By the end of 2002, there were close to 4,000 Intel CPUs performing Prestack Time Migration. 'We've built the fastest yet least expensive PSTM system,' said Huwaidi. 'The stability is good and getting better with time, and our ability to rapidly and inexpensively add computing power to our cluster is a major benefit of the Intel platform.'
Intel Solution Services assisted with the optimisation of the PSTM code, which is installed on the 1800-processor cluster located at Saudi Aramco's exploration building in Dhahran. During two days of intensive programming, Intel Solution Services helped in optimising the PSTM code by using the Intel Fortran for Linux 6.0 compiler and the Intel Vtune Performance Analyser to identify parts of the code for further optimisation.
'We were able to get the PSTM application to run at least 33 percent faster on the same Intel Chip,' explained Gernot Hoyler of Intel Solution Services in Munich. 'And with additional tuning, we hope to boost performance by 50 percent.'
John Woodget, Director of Computing and Solutions Marketing, Intel EMEA, commented: 'Saudi Aramco has built a high performance computing cluster from Intel processors that is fast, stable, flexible and affordable.

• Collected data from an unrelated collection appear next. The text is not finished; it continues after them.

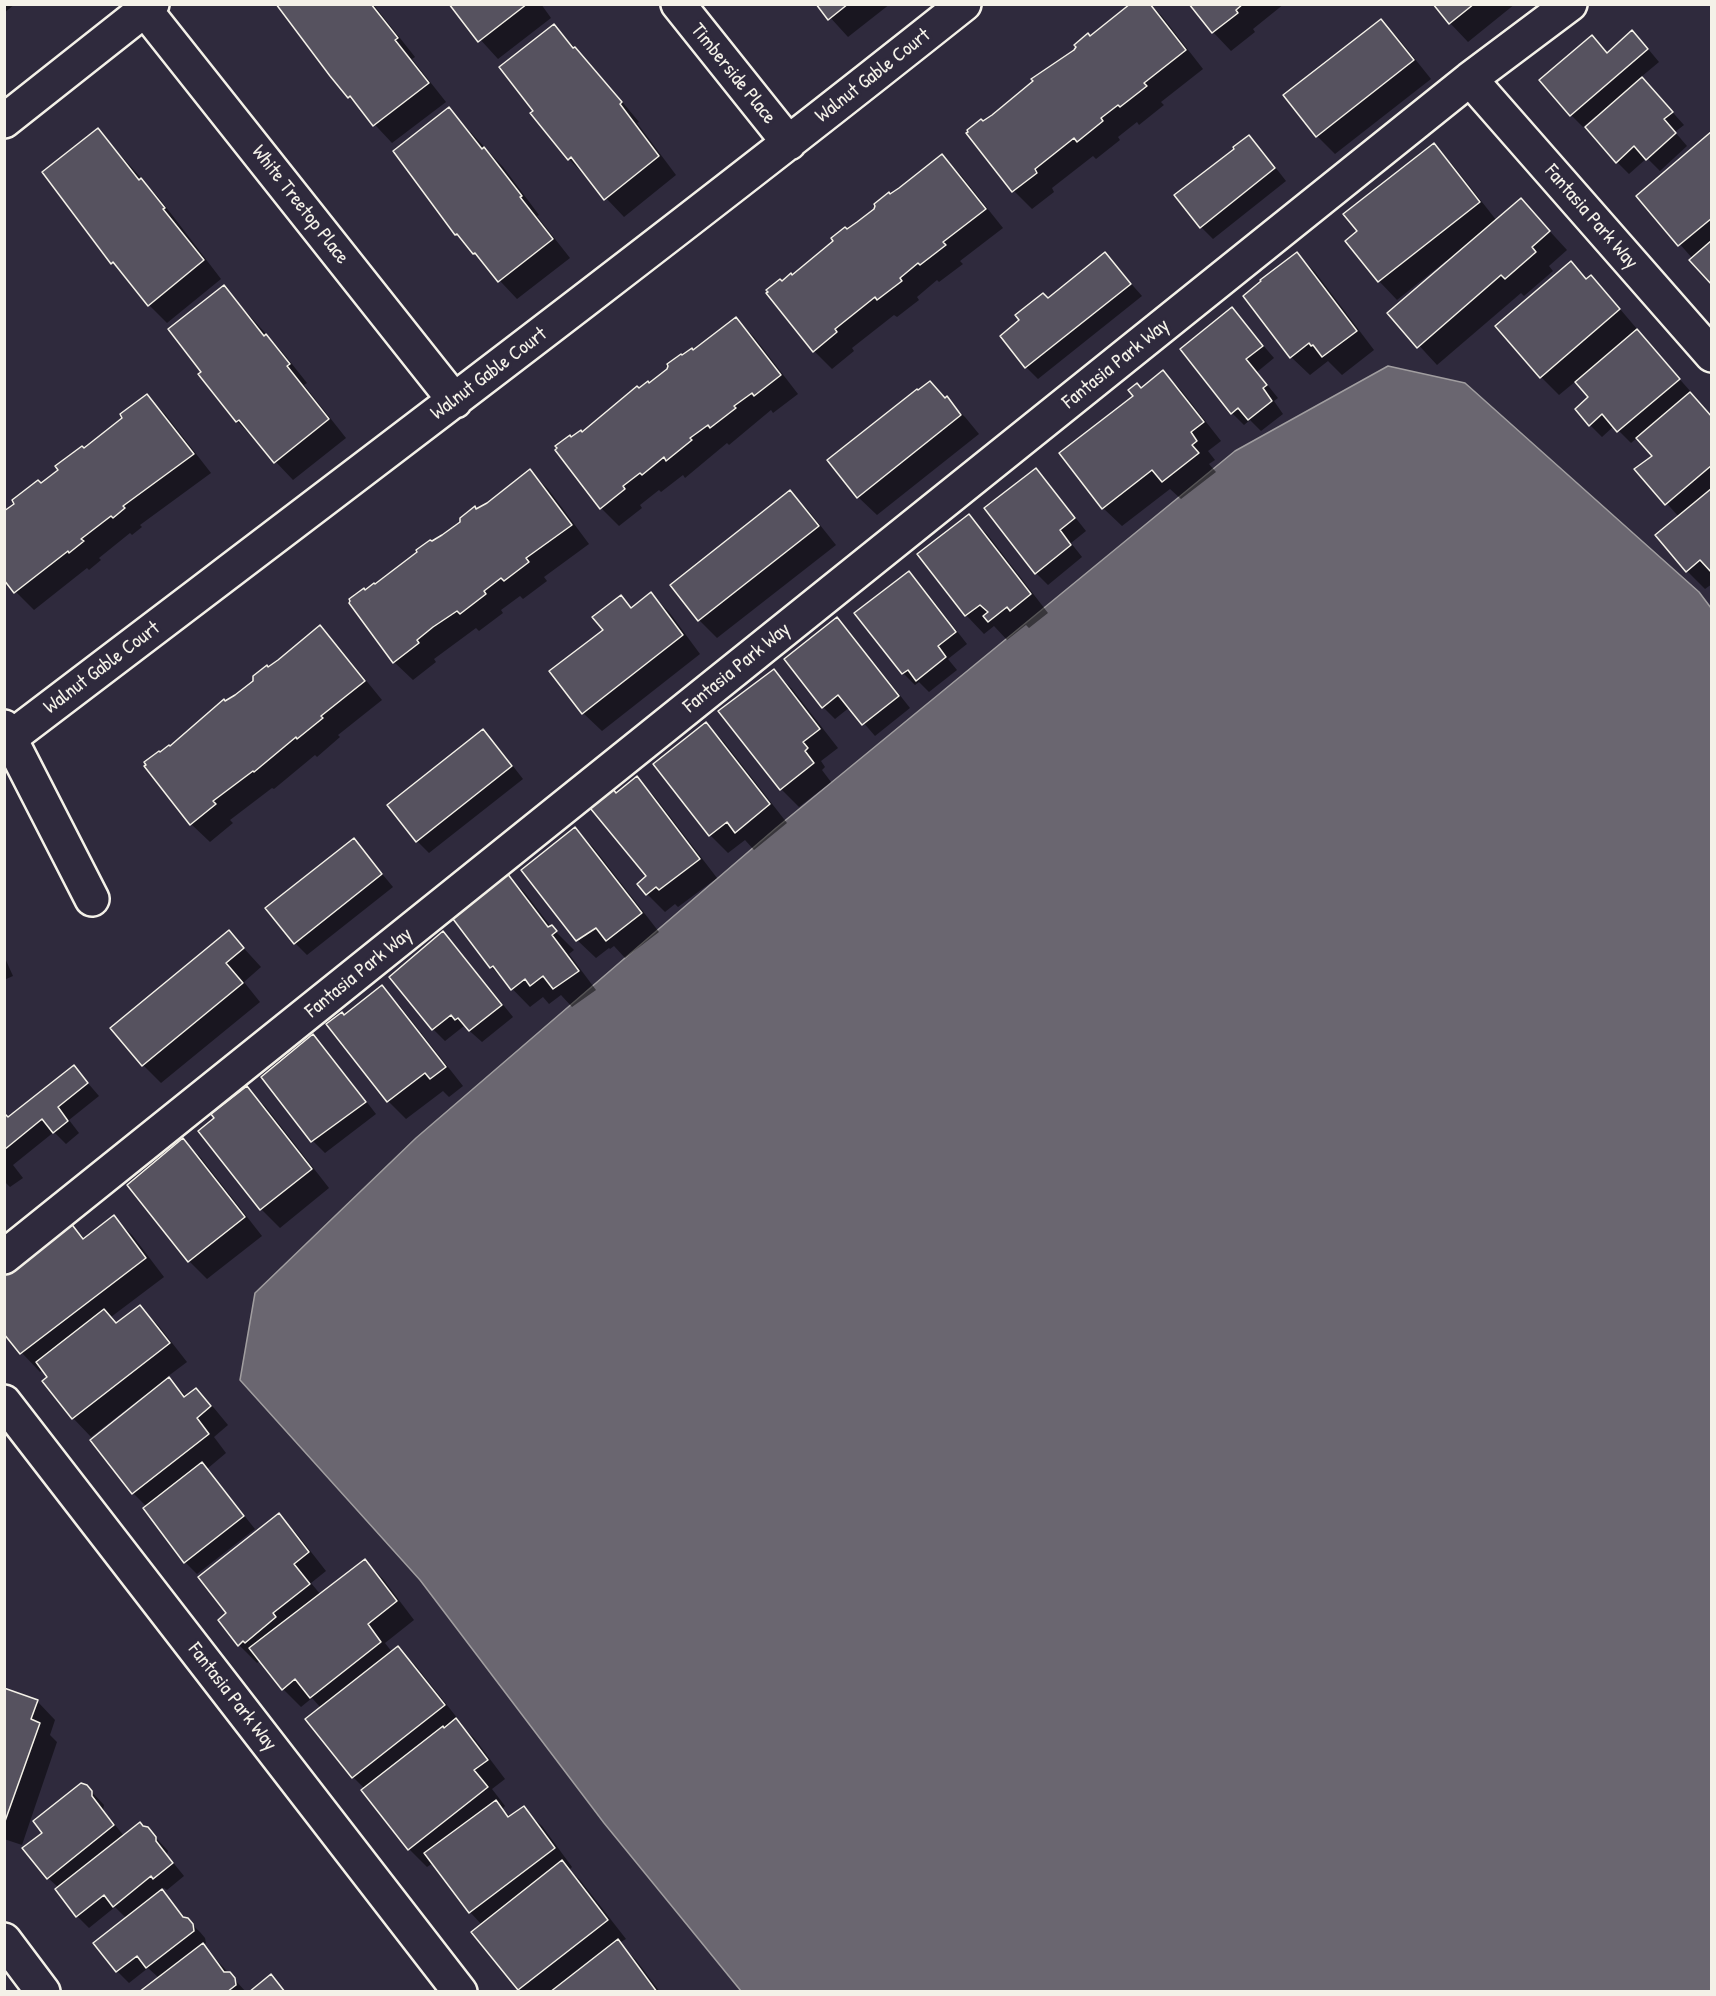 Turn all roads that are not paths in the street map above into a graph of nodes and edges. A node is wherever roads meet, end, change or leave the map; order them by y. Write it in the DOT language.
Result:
graph roads {
  1 [pos="678,4"];
  2 [pos="964,4"];
  3 [pos="1570,4"];
  4 [pos="148,7"];
  5 [pos="1470,79"];
  6 [pos="4,122"];
  7 [pos="789,143"];
  8 [pos="1712,355"];
  9 [pos="455,400"];
  10 [pos="7,733"];
  11 [pos="92,899"];
  12 [pos="4,1257"];
  13 [pos="4,1402"];
  14 [pos="4,1940"];
  15 [pos="43,1992"];
  16 [pos="460,1992"];
  1 -- 7 [label="street, Timberside Place"];
  2 -- 7 [label="street, Walnut Gable Court"];
  3 -- 5 [label="street, Fantasia Park Way"];
  4 -- 6 [label="street"];
  4 -- 9 [label="street, White Treetop Place"];
  5 -- 8 [label="street, Fantasia Park Way"];
  5 -- 12 [label="street, Fantasia Park Way"];
  7 -- 9 [label="street, Walnut Gable Court"];
  9 -- 10 [label="street, Walnut Gable Court"];
  10 -- 11 [label="street"];
  13 -- 16 [label="street, Fantasia Park Way"];
  14 -- 15 [label="street"];
} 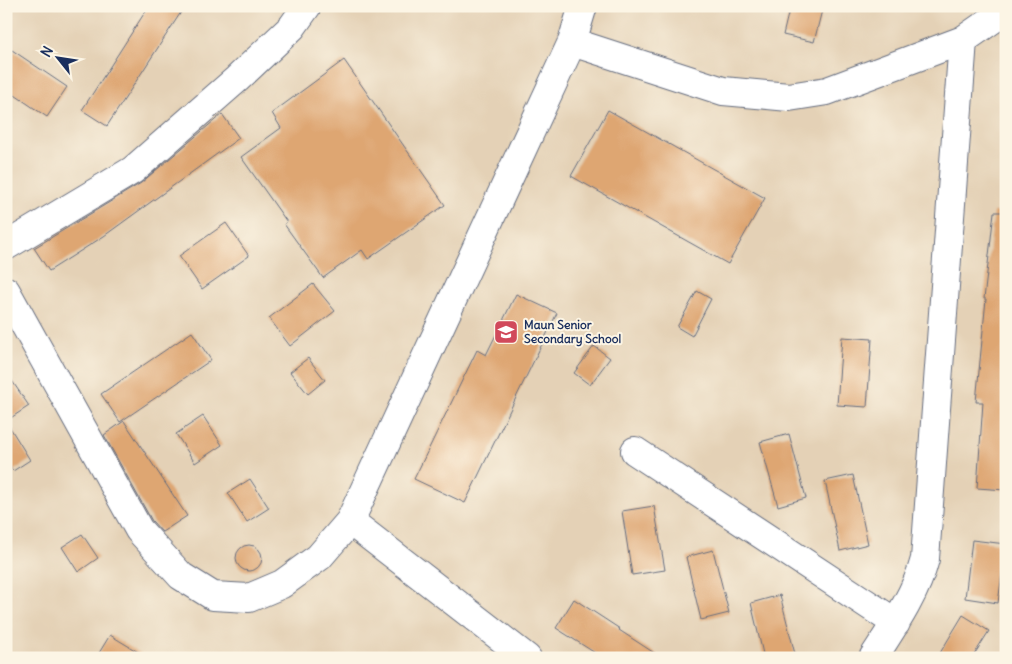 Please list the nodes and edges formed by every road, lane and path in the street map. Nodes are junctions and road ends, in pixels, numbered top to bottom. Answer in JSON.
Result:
{"nodes":[{"id":1,"x":307,"y":6,"type":"edge"},
{"id":2,"x":583,"y":6,"type":"edge"},
{"id":3,"x":1006,"y":10,"type":"edge"},
{"id":4,"x":963,"y":40,"type":"junction"},
{"id":5,"x":572,"y":42,"type":"junction"},
{"id":6,"x":6,"y":246,"type":"edge"},
{"id":7,"x":6,"y":291,"type":"edge"},
{"id":8,"x":635,"y":451,"type":"dead end"},
{"id":9,"x":350,"y":521,"type":"junction"},
{"id":10,"x":896,"y":623,"type":"junction"},
{"id":11,"x":527,"y":658,"type":"edge"},
{"id":12,"x":874,"y":658,"type":"edge"}],
"edges":[{"from":1,"to":6,"type":"street"},
{"from":2,"to":5,"type":"street"},
{"from":3,"to":4,"type":"street"},
{"from":4,"to":5,"type":"street"},
{"from":4,"to":10,"type":"street"},
{"from":5,"to":9,"type":"street"},
{"from":7,"to":9,"type":"street"},
{"from":8,"to":10,"type":"street"},
{"from":9,"to":11,"type":"street"},
{"from":10,"to":12,"type":"street"}]} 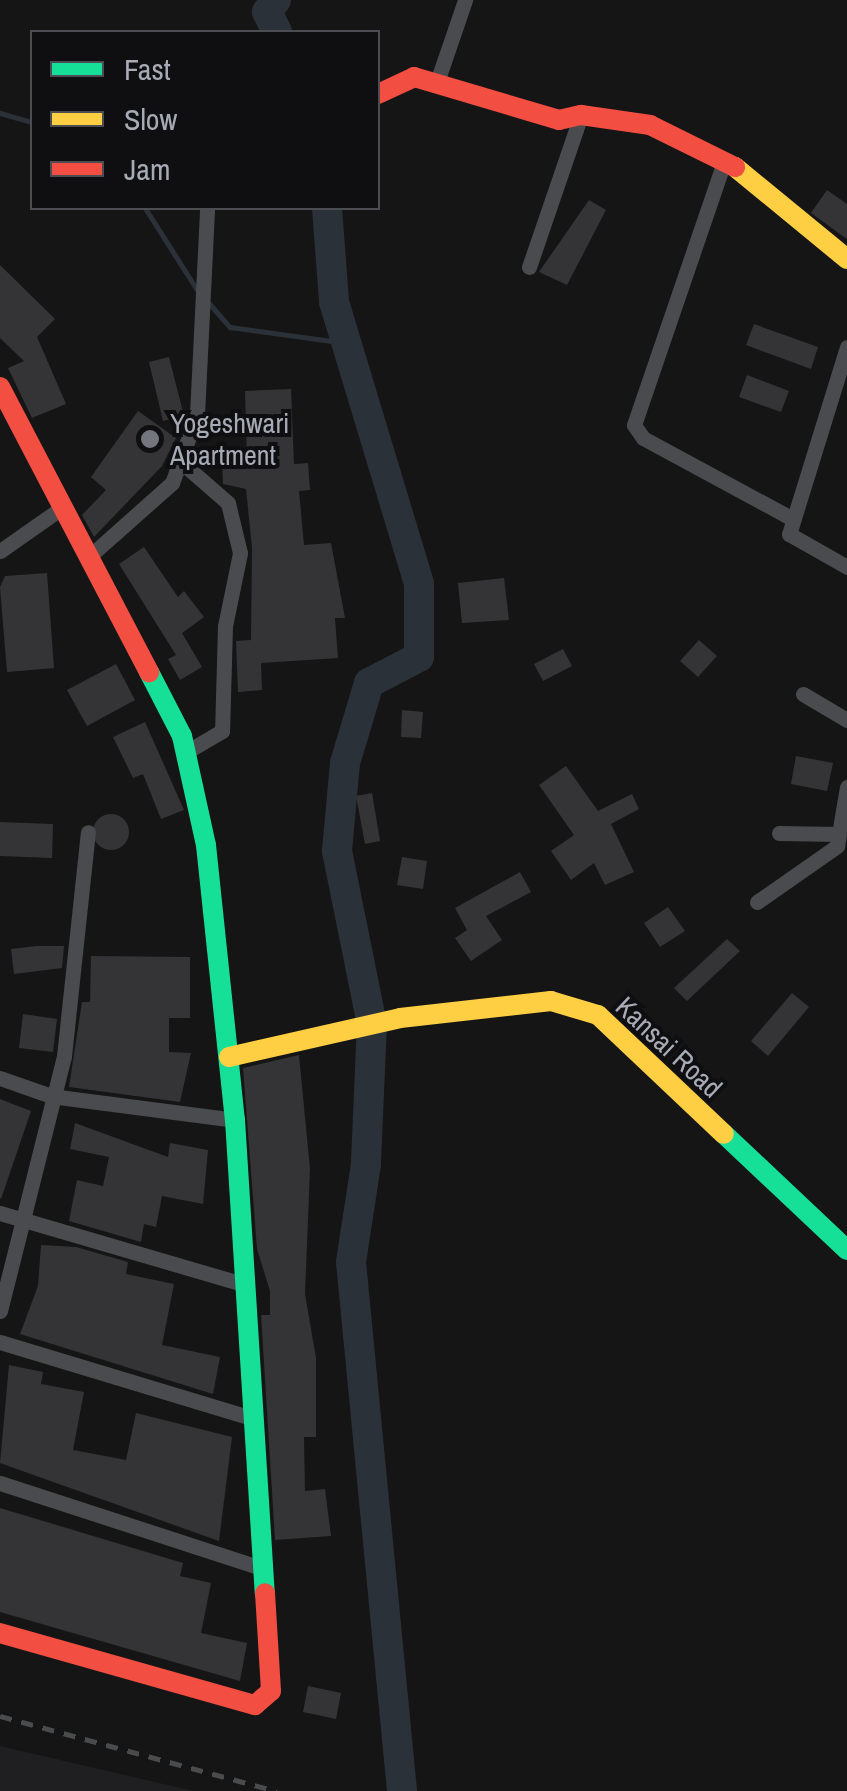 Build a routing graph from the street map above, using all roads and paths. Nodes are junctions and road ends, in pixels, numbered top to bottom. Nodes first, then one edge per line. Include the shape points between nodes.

The solution's superior scaleability and price-performance ensures that Saudi Aramco can grow its PSTM cluster to meet its future requirements. By deploying Intel-based systems, Saudi Aramco is benefiting from open, standards-based technologies that make it easier to adapt and rebuild its infrastructure as its needs change.'
Saudi Aramco's PSTM application runs on a cluster of 900 IBM rack-mounted 1U node, each with two 1.4 GHz Intel Pentium III GHz processors with 2GB of memory. The operating system is RedHat Linux 7.2 and the cluster interconnect is 100Mb Fast Ethernet.